Beehive does not provide cache coherence; it does not guarantee non-coherence either: when a core loads data from DRAM, that new data may displace existing data in the core's cache; if the displaced data is dirty, it will be evicted to DRAM. Thus cached data may be evicted and flushed even though the software never calls cache_invalidateMem or cache_flushMem.

You may find Beehive's semaphores handy to ensure that only one core at a time does something. There are 64 numbered semaphores. Think of each semaphore as a lock (they are not counting semaphores).

These functions are atomic. For example, if multiple cores are waiting for a semaphore, and a core unlocks it, only one of the waiting cores will return from icSema_P. A semaphore starts out unlocked. For the detailed spec see the comments in intercore.h

Task 1: Update your git repo

You must pull the lab 5 code into your git repository. As with the previous labs, you should first commit your changes and then pull the new lab 5 files:

you@eelab01$ git status
the current state of your git repo
you@eelab01$ git add files that you want to commit
you@eelab01$ git commit -a
you@eelab01$ git pull

You should now see a sw/lab5 directory with a beehive_main.c. You will also see an addition to your lib/barrier.c. The pull also will update the makefile to build lab 5 (tsp_sm.img).


Task 2: barrier using shared memory

Your job is to implement a lab4-style barrier using shared memory.
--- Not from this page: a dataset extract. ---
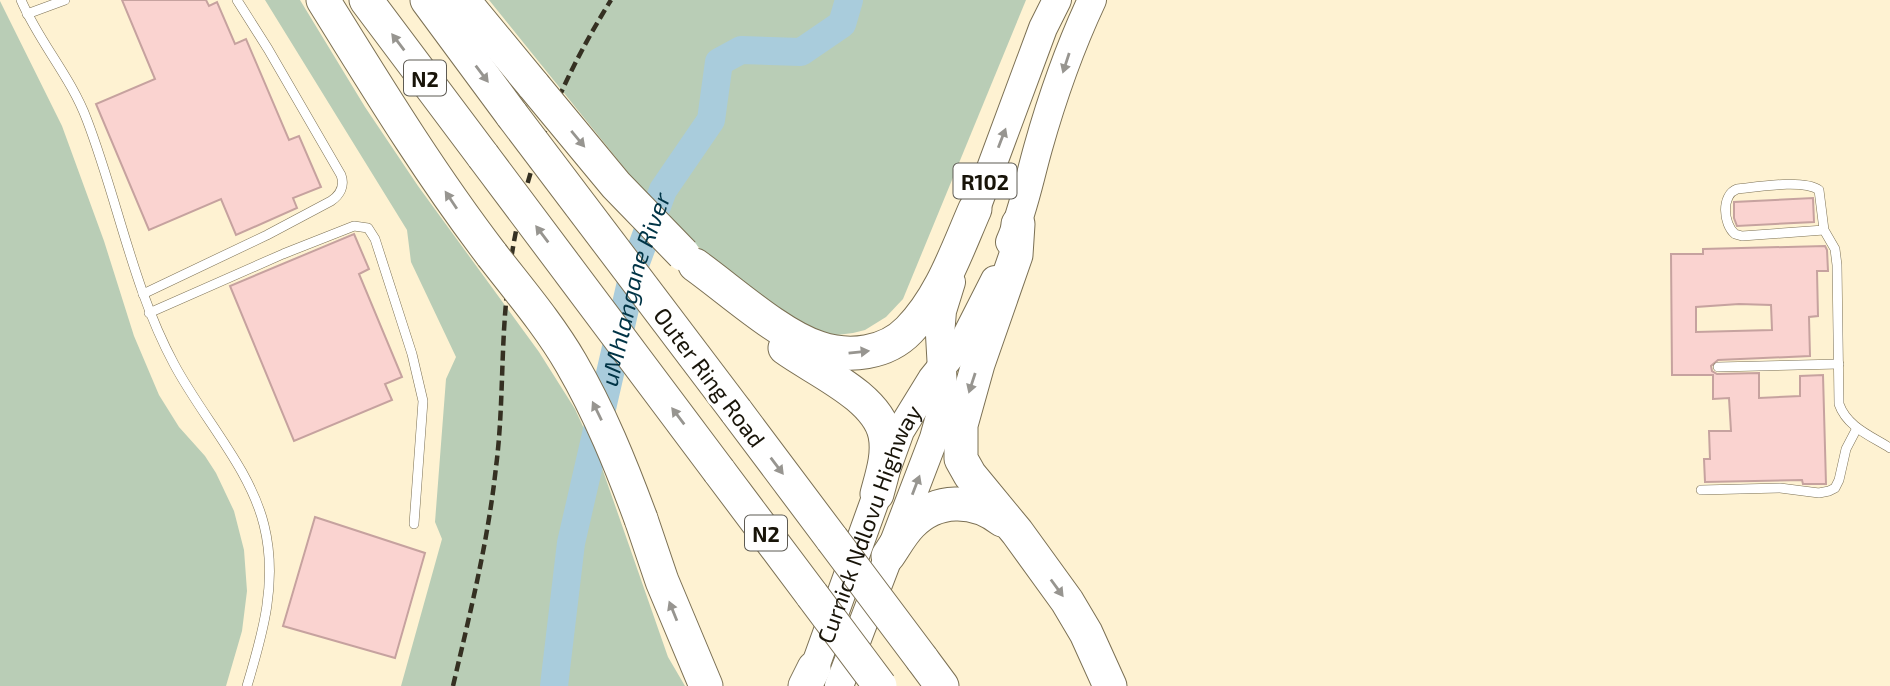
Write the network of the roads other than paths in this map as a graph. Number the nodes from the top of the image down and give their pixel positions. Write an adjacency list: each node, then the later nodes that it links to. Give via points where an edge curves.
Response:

You will use lab4 to test your shared memory barrier. Write your code in lib/barrier.c in sm_barrier(). Check that test1 is invoked with sm_barrier() and build barrier.img. Make sure your code passes lab4's test1 with sm_barrier().
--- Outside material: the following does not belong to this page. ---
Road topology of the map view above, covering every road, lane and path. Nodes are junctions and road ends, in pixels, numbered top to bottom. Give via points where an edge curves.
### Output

You will need to use cache_invalidateMem and cache_flushMem. You may find semaphores useful, though it's possible to implement a barrier without them.

Please do not use messages in your barrier implementation.


Task 3: TSP using shared memory

Your goal in this task will be to create a parallel TSP solver that uses shared memory and semaphores for all interactions between cores. Fill out tsp_sm.c in lab5, and build tsp_sm.img.

As in lab 3, you'll think about partitioning, load balancing, and inter-core coordination of minimum costs and termination. You may want to try to beat the performance of your message-passing implementation from lab 3. We will announce who gets the best performance!

Please report performance on a full-sized Beehive, which you can create with make risc_13.bit in hwv5. This will give you 13 cores on which to run your software.

Please report run-times for the topology in 12_cities.h, for both starting cities 0 and 1. You should report the longest of the numbers of cycles that any of the cores spend executing your code.

Hint: you probably don't want to base your shared-memory TSP design too directly on your message-passing TSP solution. Think through a design from scratch.

Hint: which data structures do you want to share between cores? the bound? a job queue? the best path? Remember to put data that might be modified at the same time by different cores on different cache lines.

Hint: how are you going to get load balance? You may want to have a shared job queue.

Hint: how will cores learn the latest bound?

Hint: how will you manage concurrent access to shared data structures? do you need locks for the job queue? for the bound? for the best path?

Hint: how will you coordinate starting and termination? Make sure that you terminate only after all tours that might be less than the bound have been explored. You may find your shared-memory barrier useful.

Start with a simple solution, get that working correctly, lock all shared structures appropriately), understand its performance, and then improve it incrementally (e.g., by eliminating unnecessary locking).


Submit lab5_answers.txt along with your tsp_sm.c, and your updated lib/barrier.c.

End of Lab #5!